- Exercise description: Counting only lines that contain the word "Include", state the total for the listing below and nothing else.

- Dataset extract:
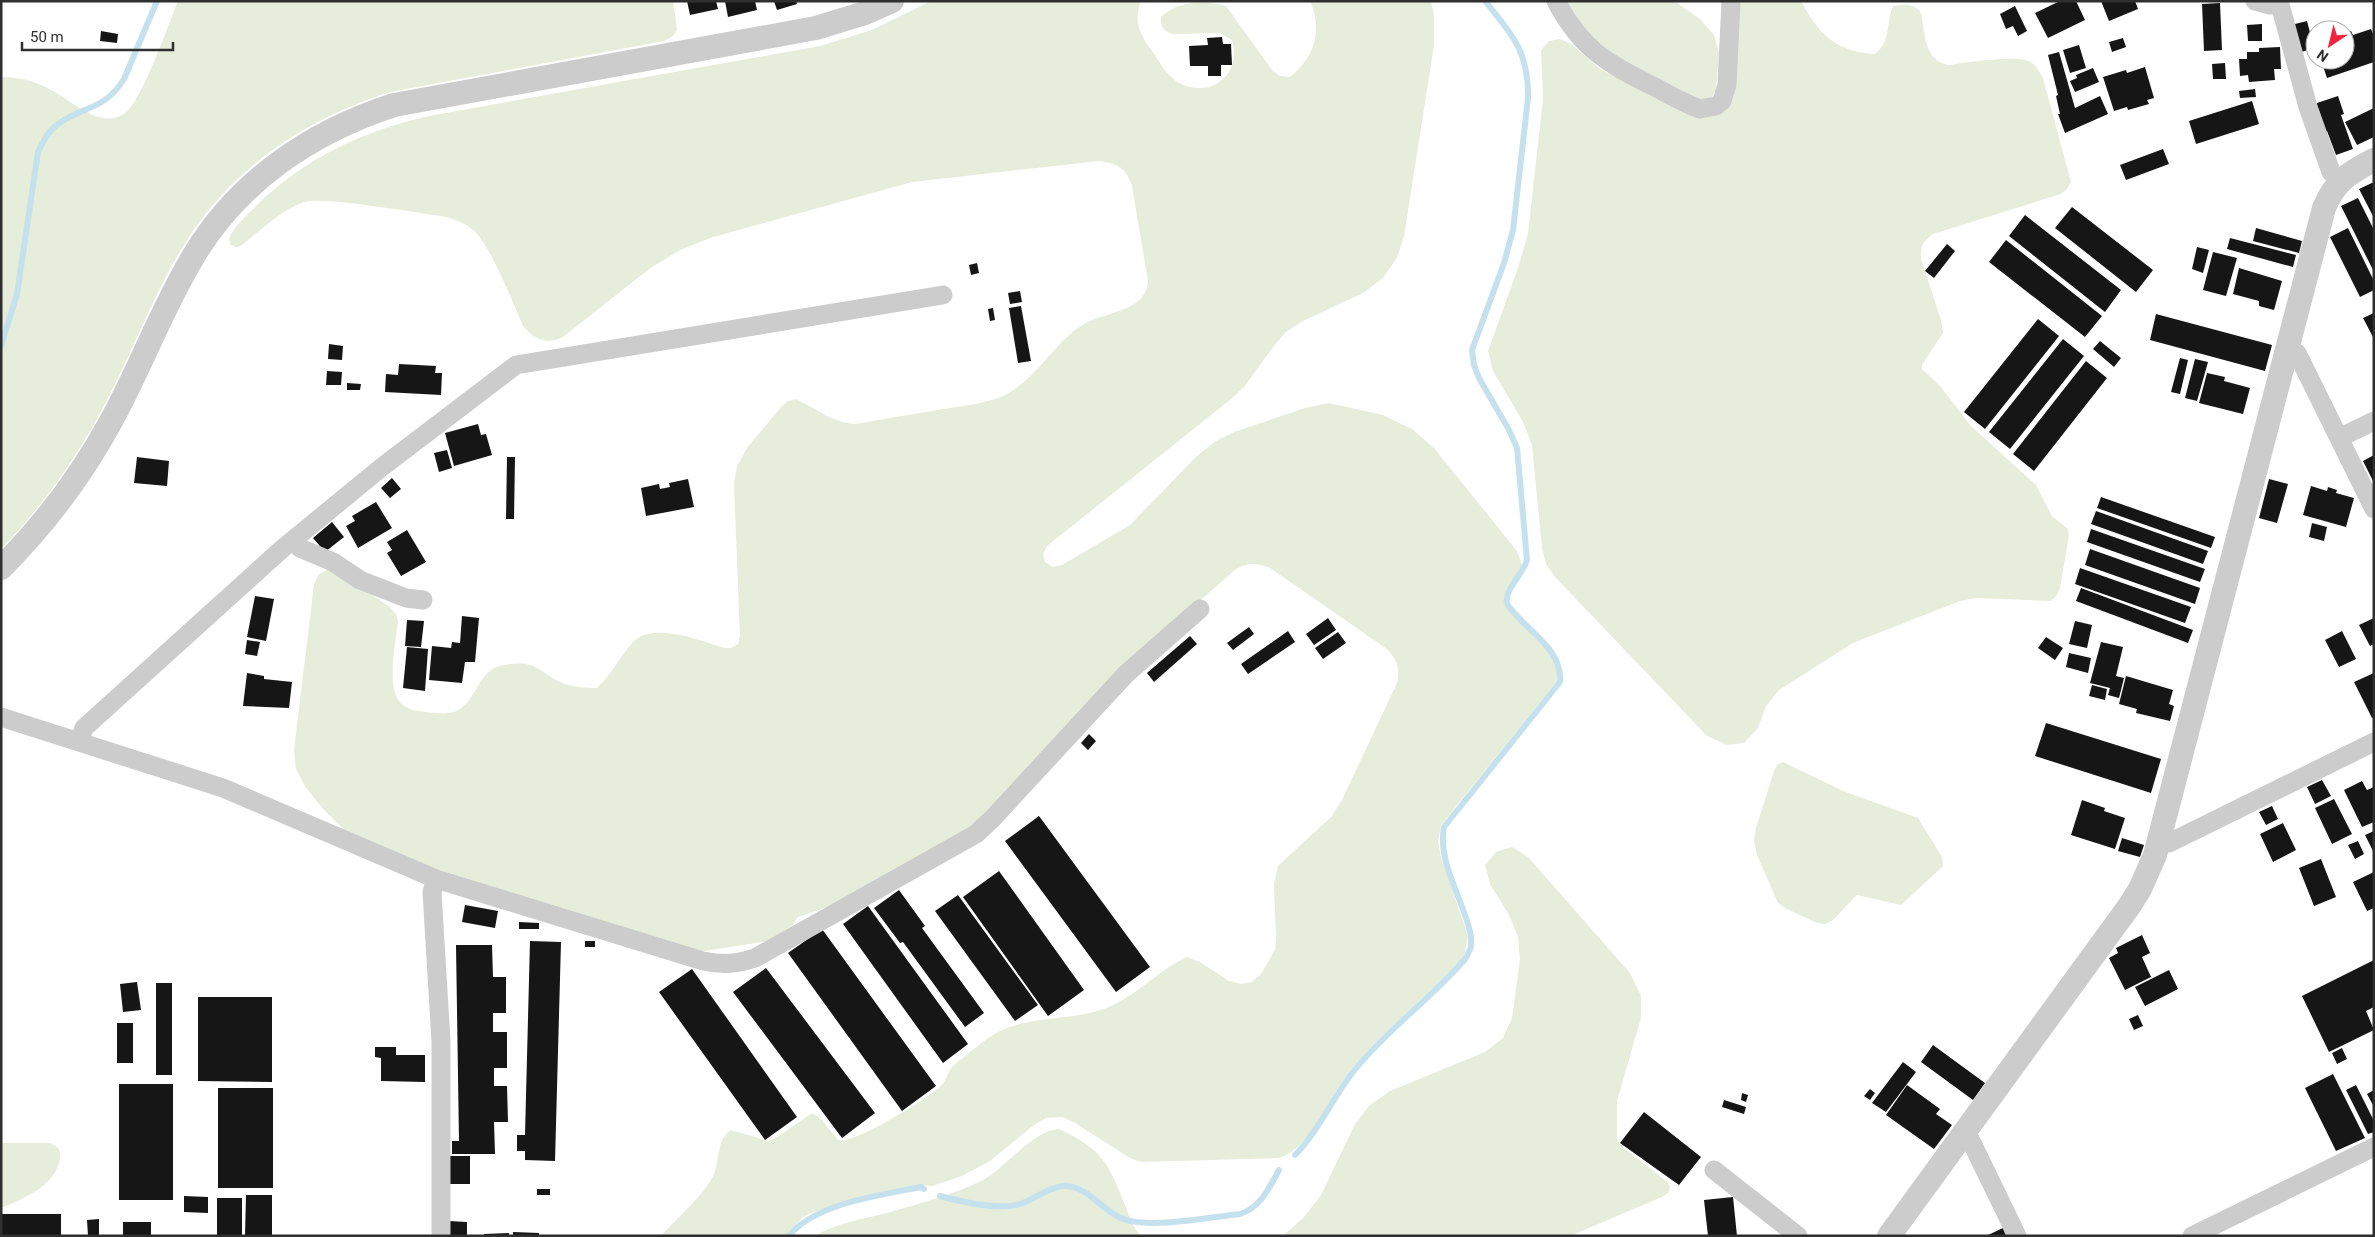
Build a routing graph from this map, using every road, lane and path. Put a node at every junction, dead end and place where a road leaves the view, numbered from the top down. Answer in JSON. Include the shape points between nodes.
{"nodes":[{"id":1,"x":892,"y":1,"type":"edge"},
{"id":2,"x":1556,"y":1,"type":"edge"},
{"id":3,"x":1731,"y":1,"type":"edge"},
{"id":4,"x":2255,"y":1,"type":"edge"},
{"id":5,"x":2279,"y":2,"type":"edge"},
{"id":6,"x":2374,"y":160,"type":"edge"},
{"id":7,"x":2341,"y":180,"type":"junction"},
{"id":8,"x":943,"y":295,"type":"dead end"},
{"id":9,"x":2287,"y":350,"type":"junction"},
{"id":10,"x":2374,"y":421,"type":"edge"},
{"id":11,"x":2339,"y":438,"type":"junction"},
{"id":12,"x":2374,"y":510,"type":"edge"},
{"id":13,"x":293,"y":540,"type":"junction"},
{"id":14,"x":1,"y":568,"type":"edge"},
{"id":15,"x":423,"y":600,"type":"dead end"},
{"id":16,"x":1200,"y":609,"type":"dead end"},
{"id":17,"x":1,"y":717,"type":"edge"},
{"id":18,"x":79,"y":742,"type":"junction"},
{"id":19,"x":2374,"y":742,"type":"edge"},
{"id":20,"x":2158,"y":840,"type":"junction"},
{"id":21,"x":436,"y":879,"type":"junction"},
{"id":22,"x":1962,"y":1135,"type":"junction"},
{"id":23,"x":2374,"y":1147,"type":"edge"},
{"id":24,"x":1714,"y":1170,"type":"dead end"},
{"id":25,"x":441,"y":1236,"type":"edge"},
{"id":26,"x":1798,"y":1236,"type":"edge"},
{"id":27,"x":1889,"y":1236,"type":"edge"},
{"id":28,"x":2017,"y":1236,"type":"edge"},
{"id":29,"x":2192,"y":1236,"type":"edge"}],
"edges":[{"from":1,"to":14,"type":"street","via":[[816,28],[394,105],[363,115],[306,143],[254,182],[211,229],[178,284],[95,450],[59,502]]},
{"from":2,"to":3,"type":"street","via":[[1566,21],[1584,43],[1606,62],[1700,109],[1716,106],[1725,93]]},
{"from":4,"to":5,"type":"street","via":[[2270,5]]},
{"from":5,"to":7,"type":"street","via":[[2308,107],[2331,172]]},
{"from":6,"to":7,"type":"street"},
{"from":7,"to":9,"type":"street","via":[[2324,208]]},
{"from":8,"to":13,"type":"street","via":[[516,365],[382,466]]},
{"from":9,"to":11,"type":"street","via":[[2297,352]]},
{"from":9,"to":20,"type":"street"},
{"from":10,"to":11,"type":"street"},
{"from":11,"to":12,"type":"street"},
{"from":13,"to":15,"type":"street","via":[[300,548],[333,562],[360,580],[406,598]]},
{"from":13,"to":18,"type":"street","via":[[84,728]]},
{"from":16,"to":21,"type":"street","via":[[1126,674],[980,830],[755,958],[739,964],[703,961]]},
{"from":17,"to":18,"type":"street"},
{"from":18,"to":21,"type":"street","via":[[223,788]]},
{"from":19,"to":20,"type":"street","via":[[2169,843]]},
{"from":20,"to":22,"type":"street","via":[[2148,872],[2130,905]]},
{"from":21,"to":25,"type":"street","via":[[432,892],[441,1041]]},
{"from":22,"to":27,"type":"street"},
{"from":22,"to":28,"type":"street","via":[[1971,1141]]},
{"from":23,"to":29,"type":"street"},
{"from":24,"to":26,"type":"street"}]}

--

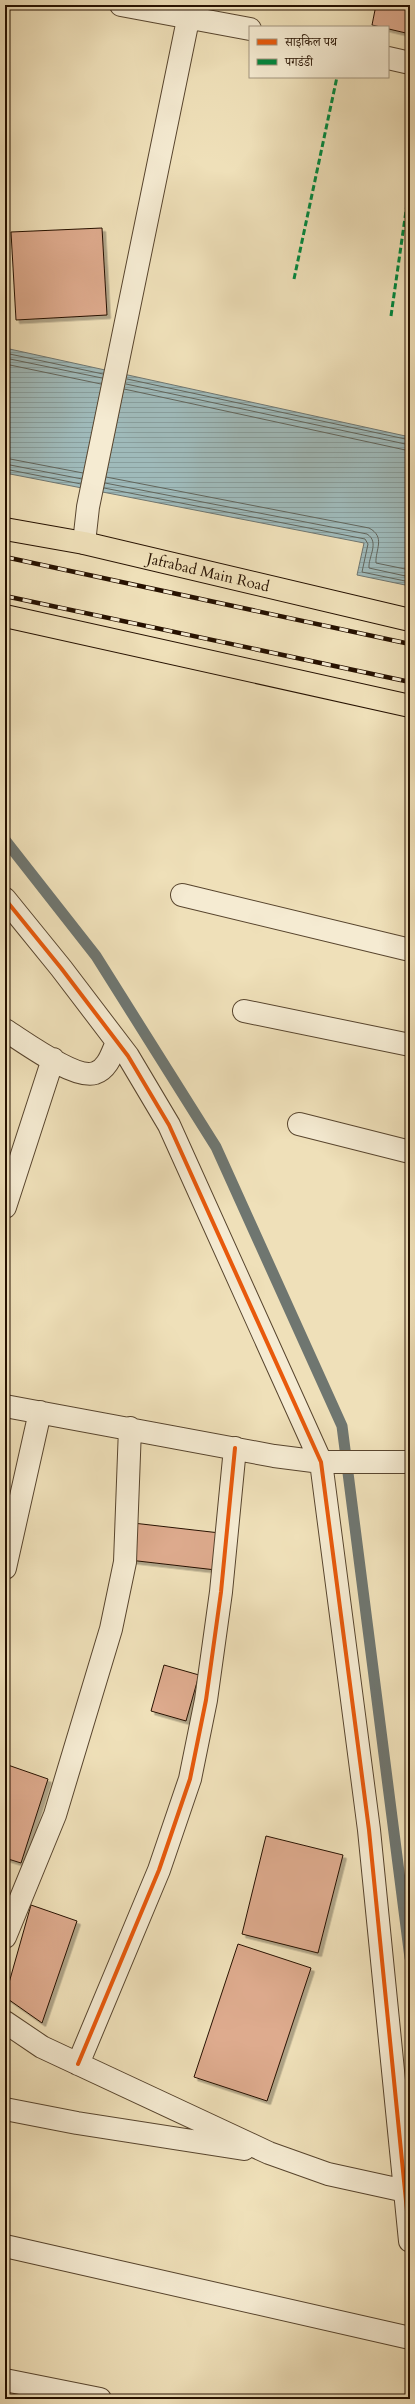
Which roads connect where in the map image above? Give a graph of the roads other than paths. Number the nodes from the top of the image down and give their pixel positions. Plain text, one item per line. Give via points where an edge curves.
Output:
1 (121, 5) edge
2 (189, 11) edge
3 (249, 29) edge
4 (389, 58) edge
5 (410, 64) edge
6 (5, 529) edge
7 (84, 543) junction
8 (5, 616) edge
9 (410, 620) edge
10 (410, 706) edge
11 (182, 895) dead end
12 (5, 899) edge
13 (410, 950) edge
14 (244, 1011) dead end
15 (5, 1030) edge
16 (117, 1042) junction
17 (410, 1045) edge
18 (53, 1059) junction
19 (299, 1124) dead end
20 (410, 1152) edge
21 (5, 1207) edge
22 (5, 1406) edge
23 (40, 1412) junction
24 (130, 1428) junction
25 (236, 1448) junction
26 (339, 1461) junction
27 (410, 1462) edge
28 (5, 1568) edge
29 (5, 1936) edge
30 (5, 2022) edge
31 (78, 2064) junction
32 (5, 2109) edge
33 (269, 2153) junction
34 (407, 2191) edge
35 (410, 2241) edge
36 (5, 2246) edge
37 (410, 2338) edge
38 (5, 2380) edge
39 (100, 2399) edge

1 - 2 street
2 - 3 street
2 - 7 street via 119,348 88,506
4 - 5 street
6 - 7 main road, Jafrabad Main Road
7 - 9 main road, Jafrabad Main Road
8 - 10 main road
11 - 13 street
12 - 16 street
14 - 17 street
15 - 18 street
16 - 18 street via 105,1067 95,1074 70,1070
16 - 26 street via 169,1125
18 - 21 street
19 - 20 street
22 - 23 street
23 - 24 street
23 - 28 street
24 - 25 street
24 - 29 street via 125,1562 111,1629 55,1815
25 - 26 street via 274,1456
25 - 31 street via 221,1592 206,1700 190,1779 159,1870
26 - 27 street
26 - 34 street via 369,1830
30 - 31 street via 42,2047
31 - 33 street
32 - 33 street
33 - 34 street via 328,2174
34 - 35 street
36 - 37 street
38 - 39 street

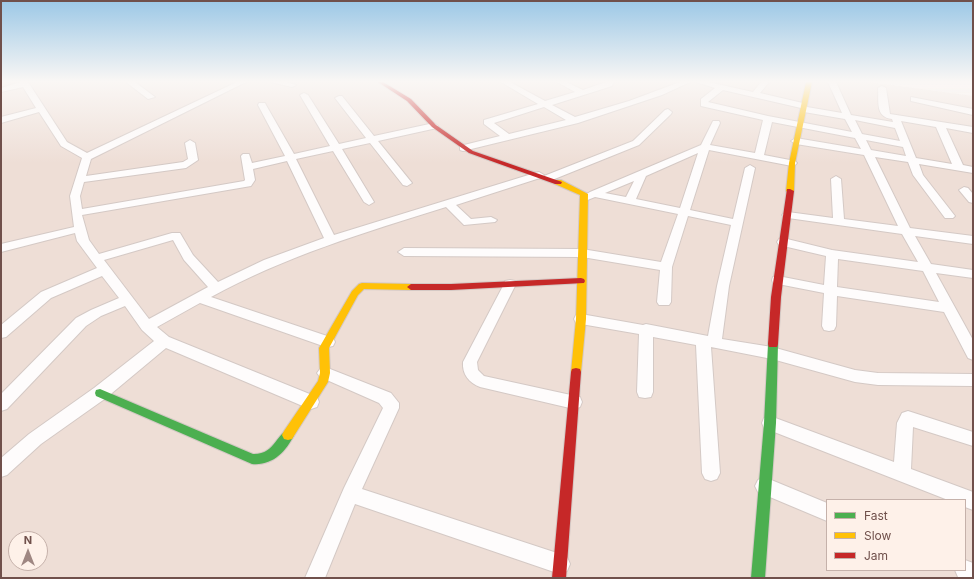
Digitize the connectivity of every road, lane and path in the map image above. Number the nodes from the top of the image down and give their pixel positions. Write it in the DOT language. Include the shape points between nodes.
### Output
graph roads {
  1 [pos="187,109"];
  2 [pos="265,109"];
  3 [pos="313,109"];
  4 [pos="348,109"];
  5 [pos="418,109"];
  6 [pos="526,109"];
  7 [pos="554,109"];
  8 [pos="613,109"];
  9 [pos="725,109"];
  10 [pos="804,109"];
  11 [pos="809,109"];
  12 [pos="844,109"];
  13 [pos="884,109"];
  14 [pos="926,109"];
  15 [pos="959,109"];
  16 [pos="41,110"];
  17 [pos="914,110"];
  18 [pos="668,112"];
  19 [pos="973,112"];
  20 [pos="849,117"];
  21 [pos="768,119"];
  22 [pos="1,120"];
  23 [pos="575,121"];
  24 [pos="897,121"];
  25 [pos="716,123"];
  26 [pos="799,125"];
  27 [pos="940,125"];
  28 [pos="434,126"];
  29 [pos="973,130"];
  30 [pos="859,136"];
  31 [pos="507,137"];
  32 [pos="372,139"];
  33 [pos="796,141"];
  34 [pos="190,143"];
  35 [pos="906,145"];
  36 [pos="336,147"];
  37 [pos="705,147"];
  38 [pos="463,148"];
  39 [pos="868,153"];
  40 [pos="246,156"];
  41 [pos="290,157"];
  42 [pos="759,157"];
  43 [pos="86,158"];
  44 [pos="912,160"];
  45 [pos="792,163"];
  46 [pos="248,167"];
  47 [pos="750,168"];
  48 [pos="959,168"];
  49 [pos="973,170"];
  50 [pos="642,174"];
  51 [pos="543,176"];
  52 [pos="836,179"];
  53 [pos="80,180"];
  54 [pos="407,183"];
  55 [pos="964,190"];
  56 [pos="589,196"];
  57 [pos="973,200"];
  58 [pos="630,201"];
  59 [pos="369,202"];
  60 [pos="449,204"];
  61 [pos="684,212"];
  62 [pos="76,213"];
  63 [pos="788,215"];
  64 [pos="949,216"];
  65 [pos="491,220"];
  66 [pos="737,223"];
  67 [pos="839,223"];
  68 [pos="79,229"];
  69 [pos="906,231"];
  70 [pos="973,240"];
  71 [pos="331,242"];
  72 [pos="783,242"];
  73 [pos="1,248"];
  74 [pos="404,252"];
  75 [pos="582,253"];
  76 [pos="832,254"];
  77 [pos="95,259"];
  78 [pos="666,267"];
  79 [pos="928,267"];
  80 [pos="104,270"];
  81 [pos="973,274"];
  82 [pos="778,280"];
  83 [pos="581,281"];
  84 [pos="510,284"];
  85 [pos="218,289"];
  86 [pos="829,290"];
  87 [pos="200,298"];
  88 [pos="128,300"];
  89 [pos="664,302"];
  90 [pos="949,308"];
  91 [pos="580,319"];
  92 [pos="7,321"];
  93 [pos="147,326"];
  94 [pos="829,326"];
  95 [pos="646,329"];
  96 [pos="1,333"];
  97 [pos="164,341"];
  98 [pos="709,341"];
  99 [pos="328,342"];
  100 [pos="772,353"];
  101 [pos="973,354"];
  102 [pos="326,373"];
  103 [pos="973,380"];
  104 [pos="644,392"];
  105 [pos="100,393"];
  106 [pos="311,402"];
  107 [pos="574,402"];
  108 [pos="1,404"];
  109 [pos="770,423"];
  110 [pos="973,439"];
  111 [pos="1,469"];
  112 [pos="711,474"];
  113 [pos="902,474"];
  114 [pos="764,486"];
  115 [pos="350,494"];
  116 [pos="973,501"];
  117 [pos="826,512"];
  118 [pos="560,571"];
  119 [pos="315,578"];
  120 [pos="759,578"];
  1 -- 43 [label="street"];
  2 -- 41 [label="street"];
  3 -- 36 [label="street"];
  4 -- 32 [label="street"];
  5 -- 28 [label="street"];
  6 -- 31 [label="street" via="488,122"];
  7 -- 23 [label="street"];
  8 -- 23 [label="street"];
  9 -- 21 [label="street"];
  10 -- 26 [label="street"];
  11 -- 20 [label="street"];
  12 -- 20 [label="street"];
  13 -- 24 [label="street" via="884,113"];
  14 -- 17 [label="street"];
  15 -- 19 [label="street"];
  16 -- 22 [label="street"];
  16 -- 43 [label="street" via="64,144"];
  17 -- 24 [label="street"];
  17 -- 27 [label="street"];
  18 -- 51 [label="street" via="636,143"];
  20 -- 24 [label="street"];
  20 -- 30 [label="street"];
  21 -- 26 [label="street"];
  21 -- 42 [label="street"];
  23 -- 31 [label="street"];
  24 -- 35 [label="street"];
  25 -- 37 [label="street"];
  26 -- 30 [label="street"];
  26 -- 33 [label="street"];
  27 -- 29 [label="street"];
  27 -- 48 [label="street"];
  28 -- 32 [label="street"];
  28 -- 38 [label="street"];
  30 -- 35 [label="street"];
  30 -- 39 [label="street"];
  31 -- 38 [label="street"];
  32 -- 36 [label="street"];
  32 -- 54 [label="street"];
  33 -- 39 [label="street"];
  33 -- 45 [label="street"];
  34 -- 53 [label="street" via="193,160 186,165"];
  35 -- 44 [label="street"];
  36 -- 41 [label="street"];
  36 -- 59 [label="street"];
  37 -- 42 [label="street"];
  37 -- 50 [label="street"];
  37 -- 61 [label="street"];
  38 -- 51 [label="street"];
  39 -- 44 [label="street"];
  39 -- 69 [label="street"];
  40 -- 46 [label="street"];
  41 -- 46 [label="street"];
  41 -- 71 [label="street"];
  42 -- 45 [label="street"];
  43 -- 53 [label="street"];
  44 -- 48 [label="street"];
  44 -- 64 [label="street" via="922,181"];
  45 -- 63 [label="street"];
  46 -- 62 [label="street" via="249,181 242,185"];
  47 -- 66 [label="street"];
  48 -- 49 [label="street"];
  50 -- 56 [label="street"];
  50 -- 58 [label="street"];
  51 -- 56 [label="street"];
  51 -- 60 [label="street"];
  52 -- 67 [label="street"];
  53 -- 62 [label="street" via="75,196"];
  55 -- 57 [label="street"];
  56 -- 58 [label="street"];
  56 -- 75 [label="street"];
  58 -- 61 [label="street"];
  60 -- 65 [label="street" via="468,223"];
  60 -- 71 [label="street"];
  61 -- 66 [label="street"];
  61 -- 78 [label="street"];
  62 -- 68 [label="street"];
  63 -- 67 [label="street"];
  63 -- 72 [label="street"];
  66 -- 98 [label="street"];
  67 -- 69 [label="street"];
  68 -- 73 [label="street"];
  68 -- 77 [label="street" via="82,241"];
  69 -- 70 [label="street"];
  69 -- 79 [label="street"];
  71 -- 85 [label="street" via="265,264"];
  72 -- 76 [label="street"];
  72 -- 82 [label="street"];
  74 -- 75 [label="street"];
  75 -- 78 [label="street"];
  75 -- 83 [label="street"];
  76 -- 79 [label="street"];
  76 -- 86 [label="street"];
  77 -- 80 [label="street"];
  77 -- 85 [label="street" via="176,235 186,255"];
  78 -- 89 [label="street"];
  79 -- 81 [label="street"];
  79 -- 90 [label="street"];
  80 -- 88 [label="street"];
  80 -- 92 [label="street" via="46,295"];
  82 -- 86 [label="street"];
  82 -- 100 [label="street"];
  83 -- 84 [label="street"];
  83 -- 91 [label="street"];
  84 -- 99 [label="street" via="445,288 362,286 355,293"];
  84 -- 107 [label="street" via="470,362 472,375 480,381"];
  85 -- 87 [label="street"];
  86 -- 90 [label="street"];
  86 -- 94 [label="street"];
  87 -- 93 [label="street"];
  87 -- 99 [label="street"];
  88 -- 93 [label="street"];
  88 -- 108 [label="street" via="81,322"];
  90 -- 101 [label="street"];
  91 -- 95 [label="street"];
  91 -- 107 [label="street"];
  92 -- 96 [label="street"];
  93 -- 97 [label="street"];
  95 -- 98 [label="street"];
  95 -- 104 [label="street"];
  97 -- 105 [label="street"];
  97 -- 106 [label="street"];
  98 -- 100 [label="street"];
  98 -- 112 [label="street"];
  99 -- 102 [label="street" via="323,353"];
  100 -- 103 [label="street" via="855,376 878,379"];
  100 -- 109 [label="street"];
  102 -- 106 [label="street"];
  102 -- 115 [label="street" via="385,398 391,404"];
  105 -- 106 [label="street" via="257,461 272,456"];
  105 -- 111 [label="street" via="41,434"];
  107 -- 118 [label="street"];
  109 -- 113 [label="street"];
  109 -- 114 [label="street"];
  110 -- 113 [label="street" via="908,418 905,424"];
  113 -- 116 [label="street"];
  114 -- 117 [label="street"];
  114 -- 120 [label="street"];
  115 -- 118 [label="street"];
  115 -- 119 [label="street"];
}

- Exercise answer: 2